- [What you have to do]
In the records below, find the line that contains "index dip: (158, 191)" and the line that contains "pinky mcp: (283, 257)", then retype exactly those two lines and every line between them.

[Start of Attachment]

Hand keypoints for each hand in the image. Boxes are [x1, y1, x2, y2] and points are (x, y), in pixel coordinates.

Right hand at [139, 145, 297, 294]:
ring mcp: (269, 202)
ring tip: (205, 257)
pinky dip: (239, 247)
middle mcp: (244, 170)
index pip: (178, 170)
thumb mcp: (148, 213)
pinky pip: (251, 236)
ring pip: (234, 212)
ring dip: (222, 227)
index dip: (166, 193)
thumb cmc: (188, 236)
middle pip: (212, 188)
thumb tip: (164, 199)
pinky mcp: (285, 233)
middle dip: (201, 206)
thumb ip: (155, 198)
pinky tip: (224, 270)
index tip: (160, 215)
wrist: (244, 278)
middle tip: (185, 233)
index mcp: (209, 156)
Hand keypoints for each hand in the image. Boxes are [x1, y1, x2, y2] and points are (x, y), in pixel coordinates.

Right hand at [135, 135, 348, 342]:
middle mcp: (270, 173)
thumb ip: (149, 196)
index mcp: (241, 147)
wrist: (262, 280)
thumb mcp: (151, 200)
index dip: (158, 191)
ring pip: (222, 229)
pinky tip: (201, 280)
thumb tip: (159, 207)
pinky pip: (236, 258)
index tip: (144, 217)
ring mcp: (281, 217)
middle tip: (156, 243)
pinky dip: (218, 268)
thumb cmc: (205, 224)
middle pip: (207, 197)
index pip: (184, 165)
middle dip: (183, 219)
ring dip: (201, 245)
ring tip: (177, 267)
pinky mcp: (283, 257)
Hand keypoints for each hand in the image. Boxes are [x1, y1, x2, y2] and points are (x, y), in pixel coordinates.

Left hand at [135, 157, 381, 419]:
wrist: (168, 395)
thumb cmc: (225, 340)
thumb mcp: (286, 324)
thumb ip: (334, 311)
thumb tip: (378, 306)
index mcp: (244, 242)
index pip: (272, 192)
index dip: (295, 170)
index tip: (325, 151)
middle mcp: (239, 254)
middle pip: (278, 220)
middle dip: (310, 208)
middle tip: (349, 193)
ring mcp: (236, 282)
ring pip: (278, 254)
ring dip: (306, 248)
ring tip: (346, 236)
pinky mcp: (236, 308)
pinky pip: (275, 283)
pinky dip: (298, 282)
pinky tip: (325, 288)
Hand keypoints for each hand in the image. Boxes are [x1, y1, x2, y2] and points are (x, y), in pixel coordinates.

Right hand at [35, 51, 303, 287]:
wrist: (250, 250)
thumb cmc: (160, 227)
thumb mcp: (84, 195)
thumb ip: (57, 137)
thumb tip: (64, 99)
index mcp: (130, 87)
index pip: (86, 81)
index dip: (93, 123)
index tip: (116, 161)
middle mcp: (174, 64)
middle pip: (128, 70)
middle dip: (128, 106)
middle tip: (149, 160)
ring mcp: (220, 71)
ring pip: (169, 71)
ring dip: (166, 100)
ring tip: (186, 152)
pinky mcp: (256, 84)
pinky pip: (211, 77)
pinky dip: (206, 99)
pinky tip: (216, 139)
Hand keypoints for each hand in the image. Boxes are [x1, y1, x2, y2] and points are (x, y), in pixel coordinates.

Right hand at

[End of Attachment]
[Start of Attachment]

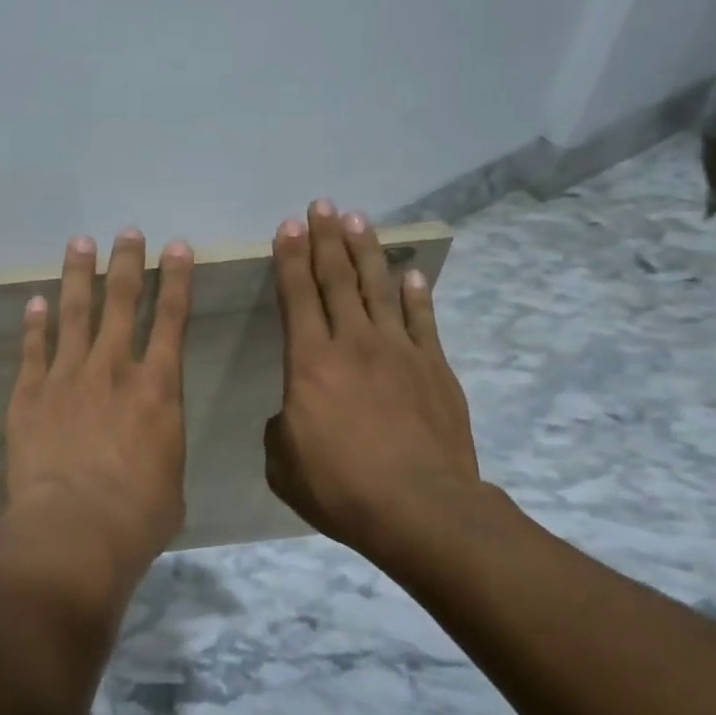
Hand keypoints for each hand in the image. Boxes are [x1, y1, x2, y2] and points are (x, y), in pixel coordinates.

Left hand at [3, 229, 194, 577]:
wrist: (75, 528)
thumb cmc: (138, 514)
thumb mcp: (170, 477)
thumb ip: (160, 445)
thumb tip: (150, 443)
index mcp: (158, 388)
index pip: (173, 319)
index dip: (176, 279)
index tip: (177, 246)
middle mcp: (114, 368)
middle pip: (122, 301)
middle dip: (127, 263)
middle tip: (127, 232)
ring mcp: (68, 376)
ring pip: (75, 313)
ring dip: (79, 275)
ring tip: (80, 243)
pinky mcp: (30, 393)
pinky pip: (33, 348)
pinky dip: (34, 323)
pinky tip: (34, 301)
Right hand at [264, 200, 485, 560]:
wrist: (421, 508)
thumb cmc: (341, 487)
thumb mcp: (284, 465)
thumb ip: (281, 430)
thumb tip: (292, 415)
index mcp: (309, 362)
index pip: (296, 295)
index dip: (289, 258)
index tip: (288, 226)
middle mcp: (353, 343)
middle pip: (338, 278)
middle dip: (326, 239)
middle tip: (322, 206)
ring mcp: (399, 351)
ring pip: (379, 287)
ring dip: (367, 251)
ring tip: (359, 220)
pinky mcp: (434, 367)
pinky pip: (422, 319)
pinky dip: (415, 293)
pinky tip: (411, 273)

[End of Attachment]

- [Finished task]
index dip: (158, 191)
ring pip: (222, 229)
pinky tip: (201, 280)
thumb tip: (159, 207)
pinky pip: (236, 258)
index tip: (144, 217)
ring mcp: (281, 217)
middle tip: (156, 243)
pinky dip: (218, 268)
thumb cmc: (205, 224)
middle pip: (207, 197)
index pip: (184, 165)
middle dip: (183, 219)
ring dip: (201, 245)
ring tip: (177, 267)
pinky mcp: (283, 257)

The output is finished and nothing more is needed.